### Your goal
For each line of the data below that contains "State", return that line.

Collected data entries
________________

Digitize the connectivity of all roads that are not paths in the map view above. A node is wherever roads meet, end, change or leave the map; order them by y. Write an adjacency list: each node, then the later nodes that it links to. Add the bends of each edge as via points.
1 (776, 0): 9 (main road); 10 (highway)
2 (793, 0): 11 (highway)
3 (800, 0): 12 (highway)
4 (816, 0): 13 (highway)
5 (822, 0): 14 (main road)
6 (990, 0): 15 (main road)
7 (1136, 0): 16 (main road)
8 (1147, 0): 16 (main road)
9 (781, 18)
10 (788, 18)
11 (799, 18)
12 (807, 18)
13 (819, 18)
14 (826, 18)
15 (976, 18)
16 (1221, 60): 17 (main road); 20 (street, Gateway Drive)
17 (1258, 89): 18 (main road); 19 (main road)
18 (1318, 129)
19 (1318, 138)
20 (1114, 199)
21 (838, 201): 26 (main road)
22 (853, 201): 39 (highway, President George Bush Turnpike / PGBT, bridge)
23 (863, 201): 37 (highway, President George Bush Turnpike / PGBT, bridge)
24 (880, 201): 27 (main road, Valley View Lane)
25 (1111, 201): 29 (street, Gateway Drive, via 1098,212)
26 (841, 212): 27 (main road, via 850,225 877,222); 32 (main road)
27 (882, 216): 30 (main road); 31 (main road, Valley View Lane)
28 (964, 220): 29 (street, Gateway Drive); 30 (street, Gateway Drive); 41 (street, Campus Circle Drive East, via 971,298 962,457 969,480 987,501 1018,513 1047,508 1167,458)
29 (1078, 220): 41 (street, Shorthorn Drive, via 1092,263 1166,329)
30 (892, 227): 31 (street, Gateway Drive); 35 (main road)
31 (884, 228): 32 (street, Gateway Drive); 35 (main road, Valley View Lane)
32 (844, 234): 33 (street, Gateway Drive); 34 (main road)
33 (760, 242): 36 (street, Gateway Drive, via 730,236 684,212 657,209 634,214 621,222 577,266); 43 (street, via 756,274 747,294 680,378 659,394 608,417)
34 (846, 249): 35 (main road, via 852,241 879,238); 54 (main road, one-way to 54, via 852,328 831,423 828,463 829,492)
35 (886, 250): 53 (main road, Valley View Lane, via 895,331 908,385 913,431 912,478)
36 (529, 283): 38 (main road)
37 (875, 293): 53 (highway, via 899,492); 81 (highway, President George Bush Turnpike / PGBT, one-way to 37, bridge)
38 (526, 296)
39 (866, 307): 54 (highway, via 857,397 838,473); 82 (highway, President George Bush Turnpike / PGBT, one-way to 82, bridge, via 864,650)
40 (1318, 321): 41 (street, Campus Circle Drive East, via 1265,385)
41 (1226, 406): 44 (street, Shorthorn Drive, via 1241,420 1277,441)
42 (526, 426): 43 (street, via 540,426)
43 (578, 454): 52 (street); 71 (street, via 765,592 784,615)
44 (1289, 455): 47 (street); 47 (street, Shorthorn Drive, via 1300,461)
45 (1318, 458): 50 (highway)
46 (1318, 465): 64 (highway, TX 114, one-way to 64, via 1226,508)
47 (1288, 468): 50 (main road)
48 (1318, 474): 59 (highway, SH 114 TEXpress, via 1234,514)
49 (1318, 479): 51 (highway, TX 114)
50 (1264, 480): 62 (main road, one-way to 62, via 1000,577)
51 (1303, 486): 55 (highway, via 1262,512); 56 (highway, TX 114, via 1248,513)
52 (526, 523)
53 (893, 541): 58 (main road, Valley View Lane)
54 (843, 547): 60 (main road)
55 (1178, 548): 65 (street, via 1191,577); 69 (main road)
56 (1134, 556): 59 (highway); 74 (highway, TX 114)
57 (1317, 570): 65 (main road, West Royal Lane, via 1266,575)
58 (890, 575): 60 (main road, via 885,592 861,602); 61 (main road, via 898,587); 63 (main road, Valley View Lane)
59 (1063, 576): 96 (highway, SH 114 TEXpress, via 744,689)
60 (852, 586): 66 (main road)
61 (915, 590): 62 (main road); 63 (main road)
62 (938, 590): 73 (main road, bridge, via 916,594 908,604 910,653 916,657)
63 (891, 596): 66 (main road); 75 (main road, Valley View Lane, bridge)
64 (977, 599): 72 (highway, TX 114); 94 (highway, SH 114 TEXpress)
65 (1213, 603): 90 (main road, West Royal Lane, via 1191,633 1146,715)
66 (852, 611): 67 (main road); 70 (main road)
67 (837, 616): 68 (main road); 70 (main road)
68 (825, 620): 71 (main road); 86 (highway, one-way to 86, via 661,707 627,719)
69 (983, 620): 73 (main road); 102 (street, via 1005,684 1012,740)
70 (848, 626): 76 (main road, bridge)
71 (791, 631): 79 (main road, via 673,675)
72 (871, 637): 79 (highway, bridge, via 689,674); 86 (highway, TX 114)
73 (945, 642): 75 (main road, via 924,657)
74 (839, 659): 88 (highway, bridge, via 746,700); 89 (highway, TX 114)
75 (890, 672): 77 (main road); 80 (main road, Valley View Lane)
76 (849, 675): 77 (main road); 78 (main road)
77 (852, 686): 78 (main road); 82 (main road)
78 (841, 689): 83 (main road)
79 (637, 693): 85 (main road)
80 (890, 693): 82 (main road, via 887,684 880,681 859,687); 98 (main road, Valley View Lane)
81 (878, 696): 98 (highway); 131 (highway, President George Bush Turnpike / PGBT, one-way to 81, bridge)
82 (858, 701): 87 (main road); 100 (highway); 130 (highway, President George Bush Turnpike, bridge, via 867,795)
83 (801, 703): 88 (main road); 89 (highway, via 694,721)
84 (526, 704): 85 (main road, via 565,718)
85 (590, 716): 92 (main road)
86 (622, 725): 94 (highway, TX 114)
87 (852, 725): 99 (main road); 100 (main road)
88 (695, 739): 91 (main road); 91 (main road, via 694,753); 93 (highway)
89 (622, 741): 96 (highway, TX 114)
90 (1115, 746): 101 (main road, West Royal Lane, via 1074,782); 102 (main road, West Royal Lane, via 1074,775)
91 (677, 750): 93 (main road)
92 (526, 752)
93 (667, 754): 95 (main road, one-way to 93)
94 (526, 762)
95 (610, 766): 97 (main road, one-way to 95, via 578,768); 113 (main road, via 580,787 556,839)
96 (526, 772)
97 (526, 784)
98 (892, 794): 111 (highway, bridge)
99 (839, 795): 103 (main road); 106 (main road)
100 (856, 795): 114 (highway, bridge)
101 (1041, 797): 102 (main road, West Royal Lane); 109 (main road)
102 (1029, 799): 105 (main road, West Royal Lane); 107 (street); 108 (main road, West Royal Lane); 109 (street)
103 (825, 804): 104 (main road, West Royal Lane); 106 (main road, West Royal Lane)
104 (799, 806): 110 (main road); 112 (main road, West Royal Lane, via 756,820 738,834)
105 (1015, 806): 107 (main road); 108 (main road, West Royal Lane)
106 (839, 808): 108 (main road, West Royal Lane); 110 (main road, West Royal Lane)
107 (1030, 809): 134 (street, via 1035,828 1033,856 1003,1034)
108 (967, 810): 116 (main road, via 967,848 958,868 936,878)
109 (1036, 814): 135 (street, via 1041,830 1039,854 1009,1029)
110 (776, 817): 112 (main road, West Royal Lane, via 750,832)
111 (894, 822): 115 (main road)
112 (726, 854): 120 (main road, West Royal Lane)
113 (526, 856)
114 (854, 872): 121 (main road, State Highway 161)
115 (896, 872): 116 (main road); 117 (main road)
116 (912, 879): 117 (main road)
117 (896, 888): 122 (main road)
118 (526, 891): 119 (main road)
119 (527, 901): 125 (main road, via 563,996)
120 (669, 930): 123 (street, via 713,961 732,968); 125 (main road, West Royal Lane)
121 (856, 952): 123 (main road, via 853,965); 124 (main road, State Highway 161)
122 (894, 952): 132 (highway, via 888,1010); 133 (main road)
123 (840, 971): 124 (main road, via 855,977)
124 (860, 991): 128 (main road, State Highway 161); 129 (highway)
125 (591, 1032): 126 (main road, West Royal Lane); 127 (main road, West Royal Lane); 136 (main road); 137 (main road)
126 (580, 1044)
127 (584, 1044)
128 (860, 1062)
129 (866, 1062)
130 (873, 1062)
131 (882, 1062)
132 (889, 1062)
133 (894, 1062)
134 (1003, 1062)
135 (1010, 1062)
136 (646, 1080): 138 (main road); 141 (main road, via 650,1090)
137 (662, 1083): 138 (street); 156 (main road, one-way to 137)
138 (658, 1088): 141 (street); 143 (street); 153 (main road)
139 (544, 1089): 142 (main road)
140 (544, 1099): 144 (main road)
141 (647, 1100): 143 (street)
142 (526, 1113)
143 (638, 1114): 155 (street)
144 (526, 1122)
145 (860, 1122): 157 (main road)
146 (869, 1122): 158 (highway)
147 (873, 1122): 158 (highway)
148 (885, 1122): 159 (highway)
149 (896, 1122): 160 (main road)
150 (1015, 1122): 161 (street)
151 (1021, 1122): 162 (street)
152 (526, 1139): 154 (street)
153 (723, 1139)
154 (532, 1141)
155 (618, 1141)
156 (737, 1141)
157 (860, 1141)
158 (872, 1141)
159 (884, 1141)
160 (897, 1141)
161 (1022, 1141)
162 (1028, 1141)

________________

### Response box
114 (854, 872): 121 (main road, State Highway 161)
121 (856, 952): 123 (main road, via 853,965); 124 (main road, State Highway 161)
124 (860, 991): 128 (main road, State Highway 161); 129 (highway)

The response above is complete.